WORK TO BE COMPLETED:
What follows is a set of records. Repeat every one of them exactly.
====
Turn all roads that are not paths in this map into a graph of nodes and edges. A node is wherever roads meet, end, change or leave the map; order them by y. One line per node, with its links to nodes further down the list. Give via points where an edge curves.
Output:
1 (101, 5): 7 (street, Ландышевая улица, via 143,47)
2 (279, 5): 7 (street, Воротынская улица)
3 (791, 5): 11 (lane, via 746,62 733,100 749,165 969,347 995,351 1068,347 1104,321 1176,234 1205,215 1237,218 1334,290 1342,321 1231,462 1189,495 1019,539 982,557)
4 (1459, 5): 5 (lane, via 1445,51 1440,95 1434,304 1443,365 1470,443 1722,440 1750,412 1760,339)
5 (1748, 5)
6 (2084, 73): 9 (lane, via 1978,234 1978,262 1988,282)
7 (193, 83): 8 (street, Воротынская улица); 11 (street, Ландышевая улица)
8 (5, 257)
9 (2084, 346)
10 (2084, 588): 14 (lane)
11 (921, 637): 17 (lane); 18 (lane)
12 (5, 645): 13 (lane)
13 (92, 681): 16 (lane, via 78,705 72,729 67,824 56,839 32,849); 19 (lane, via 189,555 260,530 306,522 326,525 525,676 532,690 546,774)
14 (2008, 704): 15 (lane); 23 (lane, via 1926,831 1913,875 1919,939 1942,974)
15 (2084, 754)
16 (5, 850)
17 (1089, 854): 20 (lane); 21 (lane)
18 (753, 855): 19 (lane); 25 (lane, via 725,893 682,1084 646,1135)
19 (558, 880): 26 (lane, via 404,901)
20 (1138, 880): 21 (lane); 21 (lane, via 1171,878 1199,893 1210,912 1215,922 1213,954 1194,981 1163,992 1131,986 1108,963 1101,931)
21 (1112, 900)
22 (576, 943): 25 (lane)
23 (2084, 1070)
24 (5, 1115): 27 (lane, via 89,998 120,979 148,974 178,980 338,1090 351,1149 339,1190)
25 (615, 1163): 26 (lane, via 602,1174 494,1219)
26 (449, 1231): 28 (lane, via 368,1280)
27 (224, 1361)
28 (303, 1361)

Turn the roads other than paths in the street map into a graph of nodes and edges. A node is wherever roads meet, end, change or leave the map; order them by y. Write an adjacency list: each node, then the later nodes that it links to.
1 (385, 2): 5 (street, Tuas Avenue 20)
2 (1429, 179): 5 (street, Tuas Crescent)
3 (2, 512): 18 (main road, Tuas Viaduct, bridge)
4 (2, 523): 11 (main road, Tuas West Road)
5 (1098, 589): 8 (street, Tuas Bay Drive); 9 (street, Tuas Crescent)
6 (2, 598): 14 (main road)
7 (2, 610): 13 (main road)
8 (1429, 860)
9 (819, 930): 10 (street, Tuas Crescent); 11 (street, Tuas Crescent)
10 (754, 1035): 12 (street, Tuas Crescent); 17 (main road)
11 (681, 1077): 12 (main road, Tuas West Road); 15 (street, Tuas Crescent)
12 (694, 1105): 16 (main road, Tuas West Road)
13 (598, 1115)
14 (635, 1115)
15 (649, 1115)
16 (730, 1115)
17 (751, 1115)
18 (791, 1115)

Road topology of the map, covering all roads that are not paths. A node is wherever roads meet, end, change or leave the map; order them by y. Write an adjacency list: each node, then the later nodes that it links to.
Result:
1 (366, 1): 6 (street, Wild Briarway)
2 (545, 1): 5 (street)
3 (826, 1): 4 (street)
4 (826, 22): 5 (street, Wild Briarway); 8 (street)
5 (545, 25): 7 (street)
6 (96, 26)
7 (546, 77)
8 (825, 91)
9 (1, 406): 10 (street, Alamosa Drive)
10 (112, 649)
====
ANSWER FOR THIS EXERCISE:
Turn all roads that are not paths in this map into a graph of nodes and edges. A node is wherever roads meet, end, change or leave the map; order them by y. One line per node, with its links to nodes further down the list. Give via points where an edge curves.
Output:
1 (101, 5): 7 (street, Ландышевая улица, via 143,47)
2 (279, 5): 7 (street, Воротынская улица)
3 (791, 5): 11 (lane, via 746,62 733,100 749,165 969,347 995,351 1068,347 1104,321 1176,234 1205,215 1237,218 1334,290 1342,321 1231,462 1189,495 1019,539 982,557)
4 (1459, 5): 5 (lane, via 1445,51 1440,95 1434,304 1443,365 1470,443 1722,440 1750,412 1760,339)
5 (1748, 5)
6 (2084, 73): 9 (lane, via 1978,234 1978,262 1988,282)
7 (193, 83): 8 (street, Воротынская улица); 11 (street, Ландышевая улица)
8 (5, 257)
9 (2084, 346)
10 (2084, 588): 14 (lane)
11 (921, 637): 17 (lane); 18 (lane)
12 (5, 645): 13 (lane)
13 (92, 681): 16 (lane, via 78,705 72,729 67,824 56,839 32,849); 19 (lane, via 189,555 260,530 306,522 326,525 525,676 532,690 546,774)
14 (2008, 704): 15 (lane); 23 (lane, via 1926,831 1913,875 1919,939 1942,974)
15 (2084, 754)
16 (5, 850)
17 (1089, 854): 20 (lane); 21 (lane)
18 (753, 855): 19 (lane); 25 (lane, via 725,893 682,1084 646,1135)
19 (558, 880): 26 (lane, via 404,901)
20 (1138, 880): 21 (lane); 21 (lane, via 1171,878 1199,893 1210,912 1215,922 1213,954 1194,981 1163,992 1131,986 1108,963 1101,931)
21 (1112, 900)
22 (576, 943): 25 (lane)
23 (2084, 1070)
24 (5, 1115): 27 (lane, via 89,998 120,979 148,974 178,980 338,1090 351,1149 339,1190)
25 (615, 1163): 26 (lane, via 602,1174 494,1219)
26 (449, 1231): 28 (lane, via 368,1280)
27 (224, 1361)
28 (303, 1361)

Turn the roads other than paths in the street map into a graph of nodes and edges. A node is wherever roads meet, end, change or leave the map; order them by y. Write an adjacency list: each node, then the later nodes that it links to.
1 (385, 2): 5 (street, Tuas Avenue 20)
2 (1429, 179): 5 (street, Tuas Crescent)
3 (2, 512): 18 (main road, Tuas Viaduct, bridge)
4 (2, 523): 11 (main road, Tuas West Road)
5 (1098, 589): 8 (street, Tuas Bay Drive); 9 (street, Tuas Crescent)
6 (2, 598): 14 (main road)
7 (2, 610): 13 (main road)
8 (1429, 860)
9 (819, 930): 10 (street, Tuas Crescent); 11 (street, Tuas Crescent)
10 (754, 1035): 12 (street, Tuas Crescent); 17 (main road)
11 (681, 1077): 12 (main road, Tuas West Road); 15 (street, Tuas Crescent)
12 (694, 1105): 16 (main road, Tuas West Road)
13 (598, 1115)
14 (635, 1115)
15 (649, 1115)
16 (730, 1115)
17 (751, 1115)
18 (791, 1115)

Road topology of the map, covering all roads that are not paths. A node is wherever roads meet, end, change or leave the map; order them by y. Write an adjacency list: each node, then the later nodes that it links to.
Result:
1 (366, 1): 6 (street, Wild Briarway)
2 (545, 1): 5 (street)
3 (826, 1): 4 (street)
4 (826, 22): 5 (street, Wild Briarway); 8 (street)
5 (545, 25): 7 (street)
6 (96, 26)
7 (546, 77)
8 (825, 91)
9 (1, 406): 10 (street, Alamosa Drive)
10 (112, 649)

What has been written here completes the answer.